Hamilton's equations for this system are:

1. dθ1/dt = ∂H/∂p1
2. dθ2/dt = ∂H/∂p2
3. dp1/dt = -∂H/∂θ1
4. dp2/dt = -∂H/∂θ2

These equations describe the time evolution of the double pendulum's state (θ1, θ2, p1, p2).

## 3. Loading and Preprocessing the Dataset

Let's load our dataset and prepare it for analysis.

In [None]:
# Load the dataset
data_path = "data/double_pendulum/double_pendulum_dataset_stormer_verlet.pt"
data = torch.load(data_path)

# Extract states (theta1, theta2, p1, p2) from the dataset
states = data[:, :, :4].reshape(-1, 4)

print(f"Dataset shape: {data.shape}")
print(f"Number of trajectories: {data.shape[0]}")
print(f"Trajectory length: {data.shape[1]}")
print(f"Total number of states: {states.shape[0]}")

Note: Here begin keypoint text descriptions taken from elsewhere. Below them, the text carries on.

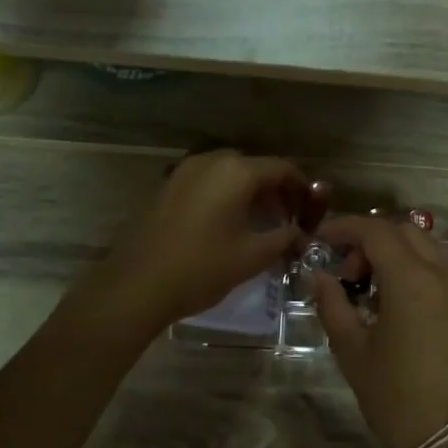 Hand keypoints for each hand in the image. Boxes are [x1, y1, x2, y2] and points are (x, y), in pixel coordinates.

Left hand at [96, 150, 307, 330]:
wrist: (136, 286)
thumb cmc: (201, 268)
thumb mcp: (252, 256)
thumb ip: (284, 238)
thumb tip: (300, 234)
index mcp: (235, 172)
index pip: (281, 167)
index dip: (301, 186)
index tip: (311, 209)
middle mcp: (209, 162)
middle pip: (253, 166)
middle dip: (274, 188)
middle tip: (285, 217)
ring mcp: (183, 172)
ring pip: (227, 172)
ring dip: (247, 190)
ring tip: (258, 221)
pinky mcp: (166, 187)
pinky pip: (205, 182)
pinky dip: (223, 194)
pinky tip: (226, 224)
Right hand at [310, 214, 447, 447]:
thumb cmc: (397, 398)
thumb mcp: (353, 353)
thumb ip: (334, 306)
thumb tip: (320, 277)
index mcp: (412, 280)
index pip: (376, 232)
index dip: (345, 227)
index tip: (323, 238)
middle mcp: (446, 274)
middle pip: (406, 232)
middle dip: (372, 240)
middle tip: (349, 272)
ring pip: (432, 248)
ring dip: (401, 253)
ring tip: (377, 289)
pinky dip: (424, 270)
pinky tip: (408, 304) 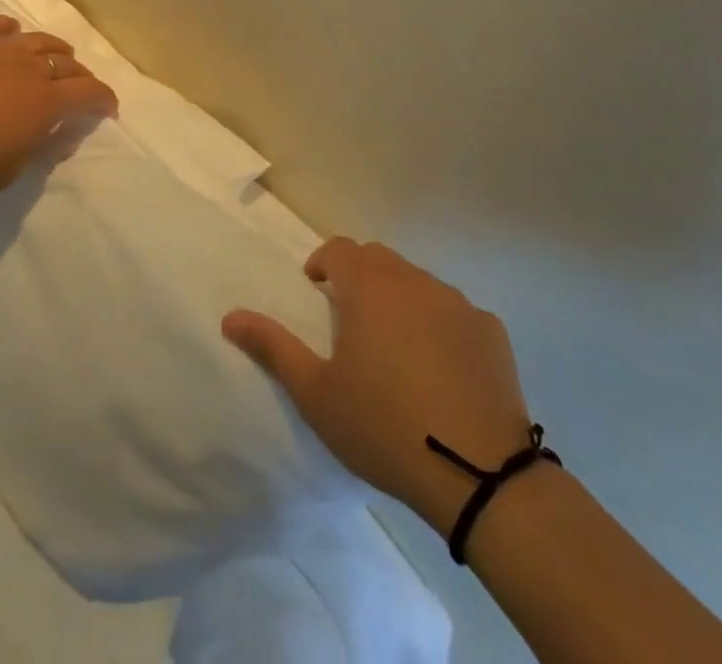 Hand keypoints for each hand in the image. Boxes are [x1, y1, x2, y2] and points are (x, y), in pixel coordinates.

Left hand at [0, 15, 117, 200]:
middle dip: (81, 77)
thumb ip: (38, 151)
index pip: (89, 93)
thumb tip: (61, 135)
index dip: (104, 100)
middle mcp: (27, 67)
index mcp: (43, 102)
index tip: (108, 110)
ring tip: (57, 56)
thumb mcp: (4, 174)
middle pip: (67, 63)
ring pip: (37, 40)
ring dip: (54, 49)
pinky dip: (12, 30)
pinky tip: (11, 33)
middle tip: (80, 90)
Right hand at [224, 239, 534, 533]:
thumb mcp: (316, 393)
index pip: (340, 249)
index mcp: (369, 286)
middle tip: (350, 318)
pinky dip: (440, 325)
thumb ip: (272, 347)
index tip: (317, 288)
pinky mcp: (491, 330)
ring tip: (394, 346)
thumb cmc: (383, 425)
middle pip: (379, 260)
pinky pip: (455, 312)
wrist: (477, 472)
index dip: (324, 262)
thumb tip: (230, 317)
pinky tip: (440, 368)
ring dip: (400, 298)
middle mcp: (414, 280)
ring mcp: (458, 303)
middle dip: (359, 276)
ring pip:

Let's visualize the distribution of states in various 2D projections of the phase space.

In [None]:
fig, axs = plt.subplots(2, 3, figsize=(18, 12))
axs = axs.ravel()

combinations = [(0, 1, 'θ1', 'θ2'), (0, 2, 'θ1', 'p1'), (1, 3, 'θ2', 'p2'),
                (2, 3, 'p1', 'p2'), (0, 3, 'θ1', 'p2'), (1, 2, 'θ2', 'p1')]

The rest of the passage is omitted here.